Conferencia Episcopal A1

“Dolor y vergüenza” reconoció la Conferencia Episcopal de la Iglesia Católica chilena ante la condena por el delito de abuso sexual a una menor de edad por parte de un sacerdote de la congregación de los Legionarios de Cristo conocida esta semana.

“Con profundo dolor y vergüenza hemos conocido (…) una nueva sentencia condenatoria contra un clérigo por abuso sexual a una menor”, señalaron los obispos en una declaración tras su asamblea anual que culminó la tarde del viernes.

Se trata de la sentencia de cuatro año y un día de libertad vigilada que recibió el sacerdote de los Legionarios de Cristo John O’Reilly por el abuso reiterado de una menor de edad, en el colegio de esa congregación donde la niña estudiaba.

“La vida y la integridad de las víctimas es nuestra primera preocupación: tanto a ella como a su familia, así como a la comunidad educativa expresamos nuestra cercanía y solidaridad”, señaló la declaración de los obispos.

“Pese a todo nos anima a renovar nuestro compromiso radical para prevenir que casos como este no se repitan”, agregó.

El caso de O’Reilley es uno de los tantos por abusos sexuales que ha sacudido en los últimos años a la Iglesia Católica chilena. Y aunque el sacerdote de origen irlandés no cumplirá pena de cárcel, la sentencia lo inhabilita de por vida para ocupar cargos públicos o trabajados que tengan relación con menores.

El documento episcopal se centró en la necesidad de la protección de la familia y el “matrimonio fundado por un hombre y una mujer”.

También expresó su preocupación frente a la eventual aprobación en el Congreso del llamado Acuerdo de Vida en Pareja (AVP), una normativa orientada a dar reconocimiento legal a las uniones de hechos de parejas hetero y homosexuales.

Según los obispos de la forma en que está planteado el proyecto posee características muy similares a las del matrimonio, lo que a su juicio, homologa realidades diferente.

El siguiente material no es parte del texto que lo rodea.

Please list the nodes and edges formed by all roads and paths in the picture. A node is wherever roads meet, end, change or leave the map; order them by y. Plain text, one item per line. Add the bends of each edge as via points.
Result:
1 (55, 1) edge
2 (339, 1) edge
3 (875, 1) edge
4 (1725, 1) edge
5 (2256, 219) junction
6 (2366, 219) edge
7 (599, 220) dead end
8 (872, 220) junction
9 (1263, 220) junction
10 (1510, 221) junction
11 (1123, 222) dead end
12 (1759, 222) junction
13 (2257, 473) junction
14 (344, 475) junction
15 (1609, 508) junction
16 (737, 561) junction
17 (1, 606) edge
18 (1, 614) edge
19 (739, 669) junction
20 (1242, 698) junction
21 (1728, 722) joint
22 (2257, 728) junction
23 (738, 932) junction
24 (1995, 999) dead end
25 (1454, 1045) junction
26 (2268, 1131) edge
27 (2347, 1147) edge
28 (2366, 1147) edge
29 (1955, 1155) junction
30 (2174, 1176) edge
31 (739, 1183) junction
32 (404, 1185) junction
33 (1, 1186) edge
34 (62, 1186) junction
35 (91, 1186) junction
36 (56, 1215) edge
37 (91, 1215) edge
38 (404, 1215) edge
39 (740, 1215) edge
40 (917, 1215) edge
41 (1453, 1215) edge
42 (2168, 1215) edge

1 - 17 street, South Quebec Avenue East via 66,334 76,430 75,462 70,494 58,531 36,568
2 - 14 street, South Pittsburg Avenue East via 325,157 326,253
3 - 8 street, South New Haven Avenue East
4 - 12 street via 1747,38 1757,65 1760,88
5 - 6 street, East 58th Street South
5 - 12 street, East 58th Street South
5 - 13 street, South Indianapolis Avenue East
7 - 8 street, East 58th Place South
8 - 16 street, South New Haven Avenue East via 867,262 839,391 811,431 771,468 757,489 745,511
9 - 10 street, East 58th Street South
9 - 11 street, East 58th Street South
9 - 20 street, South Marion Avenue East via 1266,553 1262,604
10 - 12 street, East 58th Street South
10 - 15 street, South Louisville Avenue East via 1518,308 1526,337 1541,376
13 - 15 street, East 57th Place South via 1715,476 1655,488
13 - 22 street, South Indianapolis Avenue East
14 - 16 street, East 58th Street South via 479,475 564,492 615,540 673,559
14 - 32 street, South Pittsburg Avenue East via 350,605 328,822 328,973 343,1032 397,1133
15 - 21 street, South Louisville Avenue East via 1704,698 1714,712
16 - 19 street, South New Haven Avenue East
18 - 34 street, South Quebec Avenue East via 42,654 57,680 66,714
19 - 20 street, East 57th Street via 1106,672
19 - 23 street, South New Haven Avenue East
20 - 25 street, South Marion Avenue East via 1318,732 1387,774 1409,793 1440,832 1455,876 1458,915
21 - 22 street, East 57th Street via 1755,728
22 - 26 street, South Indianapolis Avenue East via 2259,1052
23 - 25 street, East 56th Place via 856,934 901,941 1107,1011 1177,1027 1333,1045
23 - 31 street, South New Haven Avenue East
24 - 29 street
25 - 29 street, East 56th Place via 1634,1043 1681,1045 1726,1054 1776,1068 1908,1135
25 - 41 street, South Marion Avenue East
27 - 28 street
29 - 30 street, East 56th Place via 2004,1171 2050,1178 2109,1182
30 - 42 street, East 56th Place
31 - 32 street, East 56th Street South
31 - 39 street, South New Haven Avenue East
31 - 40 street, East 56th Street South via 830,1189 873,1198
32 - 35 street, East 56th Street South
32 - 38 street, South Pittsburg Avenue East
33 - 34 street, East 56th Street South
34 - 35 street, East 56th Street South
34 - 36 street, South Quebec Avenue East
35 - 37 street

“De este modo, a dos realidades esencialmente distintas se les estarán concediendo los mismos efectos o beneficios, dejando al matrimonio, finalmente, como un mero nombre, carente de estatuto propio y original y desperfilado en sus deberes y derechos”, indica.

El documento también abordó la reforma al sistema educacional que promueve el Gobierno, que pretende mejorar su calidad y otorgar gratuidad en todos sus niveles.

Al respecto señala que “la Iglesia está de acuerdo en la necesidad de una reforma educacional y para lograr este propósito seguiremos colaborando en aportar con los proyectos presentados por el gobierno, desde nuestra identidad y buscando siempre el desarrollo integral de la persona”.

Otro aspecto que toco la declaración fue el de la violencia en la sociedad y puso espacial énfasis en los “actos terroristas”, como los que se han registrado recientemente a través de la colocación de explosivos en estaciones del Metro.

“Miramos con especial preocupación el incremento de la violencia en medio de nuestra sociedad, especialmente en atentados terroristas, y a través de actos de delincuencia cada vez más sofisticados, que revelan la existencia del crimen organizado, además del flagelo del narcotráfico en medio nuestro”, señaló.